Top of Records provided

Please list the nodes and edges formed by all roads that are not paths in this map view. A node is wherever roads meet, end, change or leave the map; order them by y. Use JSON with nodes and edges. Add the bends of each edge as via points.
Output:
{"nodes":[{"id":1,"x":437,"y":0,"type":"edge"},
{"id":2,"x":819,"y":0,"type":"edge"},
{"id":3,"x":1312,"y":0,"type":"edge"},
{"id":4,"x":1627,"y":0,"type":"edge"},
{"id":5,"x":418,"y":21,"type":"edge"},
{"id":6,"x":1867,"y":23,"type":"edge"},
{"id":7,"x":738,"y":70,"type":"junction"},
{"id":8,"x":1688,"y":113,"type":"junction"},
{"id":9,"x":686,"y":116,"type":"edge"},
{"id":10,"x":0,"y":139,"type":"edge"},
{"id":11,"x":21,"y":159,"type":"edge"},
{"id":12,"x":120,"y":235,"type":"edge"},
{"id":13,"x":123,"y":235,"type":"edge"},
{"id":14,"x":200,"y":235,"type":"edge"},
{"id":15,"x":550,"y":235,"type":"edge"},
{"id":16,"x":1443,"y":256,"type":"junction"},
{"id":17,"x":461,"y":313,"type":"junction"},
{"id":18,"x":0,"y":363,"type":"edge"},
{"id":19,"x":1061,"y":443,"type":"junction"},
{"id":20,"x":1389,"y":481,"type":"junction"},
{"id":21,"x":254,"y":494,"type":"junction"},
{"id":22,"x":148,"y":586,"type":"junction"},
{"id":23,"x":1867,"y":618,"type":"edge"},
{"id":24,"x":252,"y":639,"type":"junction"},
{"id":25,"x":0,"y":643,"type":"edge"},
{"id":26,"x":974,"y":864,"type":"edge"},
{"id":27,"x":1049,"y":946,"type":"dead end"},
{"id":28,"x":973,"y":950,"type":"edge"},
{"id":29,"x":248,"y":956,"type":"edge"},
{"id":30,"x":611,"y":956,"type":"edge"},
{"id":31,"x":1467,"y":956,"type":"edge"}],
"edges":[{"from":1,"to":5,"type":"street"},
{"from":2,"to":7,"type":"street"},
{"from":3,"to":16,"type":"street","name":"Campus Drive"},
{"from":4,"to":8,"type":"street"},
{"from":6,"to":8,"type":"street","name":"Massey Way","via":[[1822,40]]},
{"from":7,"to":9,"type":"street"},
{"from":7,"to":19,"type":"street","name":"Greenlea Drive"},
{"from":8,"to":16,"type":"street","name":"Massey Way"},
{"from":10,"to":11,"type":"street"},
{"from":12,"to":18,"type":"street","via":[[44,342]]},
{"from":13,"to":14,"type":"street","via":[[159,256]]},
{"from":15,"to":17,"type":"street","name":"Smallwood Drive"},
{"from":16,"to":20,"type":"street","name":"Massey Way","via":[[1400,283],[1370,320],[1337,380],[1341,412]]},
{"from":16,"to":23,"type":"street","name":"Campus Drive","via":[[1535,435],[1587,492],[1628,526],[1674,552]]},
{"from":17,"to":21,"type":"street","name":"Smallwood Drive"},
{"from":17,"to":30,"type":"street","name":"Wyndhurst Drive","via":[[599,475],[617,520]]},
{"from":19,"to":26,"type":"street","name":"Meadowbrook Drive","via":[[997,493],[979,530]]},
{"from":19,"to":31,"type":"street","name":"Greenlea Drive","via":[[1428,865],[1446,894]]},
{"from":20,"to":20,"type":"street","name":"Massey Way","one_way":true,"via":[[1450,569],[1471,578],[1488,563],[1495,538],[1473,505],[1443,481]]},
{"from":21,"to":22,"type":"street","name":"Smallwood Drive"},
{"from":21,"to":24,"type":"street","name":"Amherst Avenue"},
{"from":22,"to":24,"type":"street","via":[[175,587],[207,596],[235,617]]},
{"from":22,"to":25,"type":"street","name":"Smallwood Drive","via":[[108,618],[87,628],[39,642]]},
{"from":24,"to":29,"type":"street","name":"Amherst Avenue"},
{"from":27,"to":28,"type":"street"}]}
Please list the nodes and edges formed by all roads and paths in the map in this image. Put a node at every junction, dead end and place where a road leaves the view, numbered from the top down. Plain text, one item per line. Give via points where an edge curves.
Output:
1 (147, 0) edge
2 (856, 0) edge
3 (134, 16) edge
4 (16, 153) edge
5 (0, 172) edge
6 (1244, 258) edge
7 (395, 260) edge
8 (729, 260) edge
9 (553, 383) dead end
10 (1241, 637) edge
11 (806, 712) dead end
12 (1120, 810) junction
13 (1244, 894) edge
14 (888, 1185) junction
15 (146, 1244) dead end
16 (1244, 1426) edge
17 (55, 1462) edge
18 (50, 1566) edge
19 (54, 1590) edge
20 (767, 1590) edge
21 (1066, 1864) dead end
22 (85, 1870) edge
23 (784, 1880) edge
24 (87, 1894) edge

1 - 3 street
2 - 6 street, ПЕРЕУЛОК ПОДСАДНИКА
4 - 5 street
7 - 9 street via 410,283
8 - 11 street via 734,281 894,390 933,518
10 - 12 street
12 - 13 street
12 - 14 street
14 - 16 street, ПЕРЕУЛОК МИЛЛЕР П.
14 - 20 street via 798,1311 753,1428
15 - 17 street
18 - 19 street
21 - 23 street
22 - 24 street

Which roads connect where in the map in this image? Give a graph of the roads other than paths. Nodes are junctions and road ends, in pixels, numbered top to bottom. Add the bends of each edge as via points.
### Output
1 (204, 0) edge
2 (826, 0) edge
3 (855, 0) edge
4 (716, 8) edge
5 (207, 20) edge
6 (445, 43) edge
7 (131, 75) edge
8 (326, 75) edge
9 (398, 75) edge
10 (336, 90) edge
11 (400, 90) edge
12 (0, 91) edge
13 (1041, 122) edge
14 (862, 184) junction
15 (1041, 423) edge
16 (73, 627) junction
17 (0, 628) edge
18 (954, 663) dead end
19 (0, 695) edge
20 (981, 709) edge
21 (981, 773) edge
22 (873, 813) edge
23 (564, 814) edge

Bottom of Records provided

Please output all the lines above exactly as given.

- Response:
Please list the nodes and edges formed by all roads that are not paths in this map view. A node is wherever roads meet, end, change or leave the map; order them by y. Use JSON with nodes and edges. Add the bends of each edge as via points.
Output:
{"nodes":[{"id":1,"x":437,"y":0,"type":"edge"},
{"id":2,"x":819,"y":0,"type":"edge"},
{"id":3,"x":1312,"y":0,"type":"edge"},
{"id":4,"x":1627,"y":0,"type":"edge"},
{"id":5,"x":418,"y":21,"type":"edge"},
{"id":6,"x":1867,"y":23,"type":"edge"},
{"id":7,"x":738,"y":70,"type":"junction"},
{"id":8,"x":1688,"y":113,"type":"junction"},
{"id":9,"x":686,"y":116,"type":"edge"},
{"id":10,"x":0,"y":139,"type":"edge"},
{"id":11,"x":21,"y":159,"type":"edge"},
{"id":12,"x":120,"y":235,"type":"edge"},
{"id":13,"x":123,"y":235,"type":"edge"},
{"id":14,"x":200,"y":235,"type":"edge"},
{"id":15,"x":550,"y":235,"type":"edge"},
{"id":16,"x":1443,"y":256,"type":"junction"},
{"id":17,"x":461,"y":313,"type":"junction"},
{"id":18,"x":0,"y":363,"type":"edge"},
{"id":19,"x":1061,"y":443,"type":"junction"},
{"id":20,"x":1389,"y":481,"type":"junction"},
{"id":21,"x":254,"y":494,"type":"junction"},
{"id":22,"x":148,"y":586,"type":"junction"},
{"id":23,"x":1867,"y":618,"type":"edge"},
{"id":24,"x":252,"y":639,"type":"junction"},
{"id":25,"x":0,"y":643,"type":"edge"},
{"id":26,"x":974,"y":864,"type":"edge"},
{"id":27,"x":1049,"y":946,"type":"dead end"},
{"id":28,"x":973,"y":950,"type":"edge"},
{"id":29,"x":248,"y":956,"type":"edge"},
{"id":30,"x":611,"y":956,"type":"edge"},
{"id":31,"x":1467,"y":956,"type":"edge"}],
"edges":[{"from":1,"to":5,"type":"street"},
{"from":2,"to":7,"type":"street"},
{"from":3,"to":16,"type":"street","name":"Campus Drive"},
{"from":4,"to":8,"type":"street"},
{"from":6,"to":8,"type":"street","name":"Massey Way","via":[[1822,40]]},
{"from":7,"to":9,"type":"street"},
{"from":7,"to":19,"type":"street","name":"Greenlea Drive"},
{"from":8,"to":16,"type":"street","name":"Massey Way"},
{"from":10,"to":11,"type":"street"},
{"from":12,"to":18,"type":"street","via":[[44,342]]},
{"from":13,"to":14,"type":"street","via":[[159,256]]},
{"from":15,"to":17,"type":"street","name":"Smallwood Drive"},
{"from":16,"to":20,"type":"street","name":"Massey Way","via":[[1400,283],[1370,320],[1337,380],[1341,412]]},
{"from":16,"to":23,"type":"street","name":"Campus Drive","via":[[1535,435],[1587,492],[1628,526],[1674,552]]},
{"from":17,"to":21,"type":"street","name":"Smallwood Drive"},
{"from":17,"to":30,"type":"street","name":"Wyndhurst Drive","via":[[599,475],[617,520]]},
{"from":19,"to":26,"type":"street","name":"Meadowbrook Drive","via":[[997,493],[979,530]]},
{"from":19,"to":31,"type":"street","name":"Greenlea Drive","via":[[1428,865],[1446,894]]},
{"from":20,"to":20,"type":"street","name":"Massey Way","one_way":true,"via":[[1450,569],[1471,578],[1488,563],[1495,538],[1473,505],[1443,481]]},
{"from":21,"to":22,"type":"street","name":"Smallwood Drive"},
{"from":21,"to":24,"type":"street","name":"Amherst Avenue"},
{"from":22,"to":24,"type":"street","via":[[175,587],[207,596],[235,617]]},
{"from":22,"to":25,"type":"street","name":"Smallwood Drive","via":[[108,618],[87,628],[39,642]]},
{"from":24,"to":29,"type":"street","name":"Amherst Avenue"},
{"from":27,"to":28,"type":"street"}]}
Please list the nodes and edges formed by all roads and paths in the map in this image. Put a node at every junction, dead end and place where a road leaves the view, numbered from the top down. Plain text, one item per line. Give via points where an edge curves.
Output:
1 (147, 0) edge
2 (856, 0) edge
3 (134, 16) edge
4 (16, 153) edge
5 (0, 172) edge
6 (1244, 258) edge
7 (395, 260) edge
8 (729, 260) edge
9 (553, 383) dead end
10 (1241, 637) edge
11 (806, 712) dead end
12 (1120, 810) junction
13 (1244, 894) edge
14 (888, 1185) junction
15 (146, 1244) dead end
16 (1244, 1426) edge
17 (55, 1462) edge
18 (50, 1566) edge
19 (54, 1590) edge
20 (767, 1590) edge
21 (1066, 1864) dead end
22 (85, 1870) edge
23 (784, 1880) edge
24 (87, 1894) edge

1 - 3 street
2 - 6 street, ПЕРЕУЛОК ПОДСАДНИКА
4 - 5 street
7 - 9 street via 410,283
8 - 11 street via 734,281 894,390 933,518
10 - 12 street
12 - 13 street
12 - 14 street
14 - 16 street, ПЕРЕУЛОК МИЛЛЕР П.
14 - 20 street via 798,1311 753,1428
15 - 17 street
18 - 19 street
21 - 23 street
22 - 24 street

Which roads connect where in the map in this image? Give a graph of the roads other than paths. Nodes are junctions and road ends, in pixels, numbered top to bottom. Add the bends of each edge as via points.
### Output
1 (204, 0) edge
2 (826, 0) edge
3 (855, 0) edge
4 (716, 8) edge
5 (207, 20) edge
6 (445, 43) edge
7 (131, 75) edge
8 (326, 75) edge
9 (398, 75) edge
10 (336, 90) edge
11 (400, 90) edge
12 (0, 91) edge
13 (1041, 122) edge
14 (862, 184) junction
15 (1041, 423) edge
16 (73, 627) junction
17 (0, 628) edge
18 (954, 663) dead end
19 (0, 695) edge
20 (981, 709) edge
21 (981, 773) edge
22 (873, 813) edge
23 (564, 814) edge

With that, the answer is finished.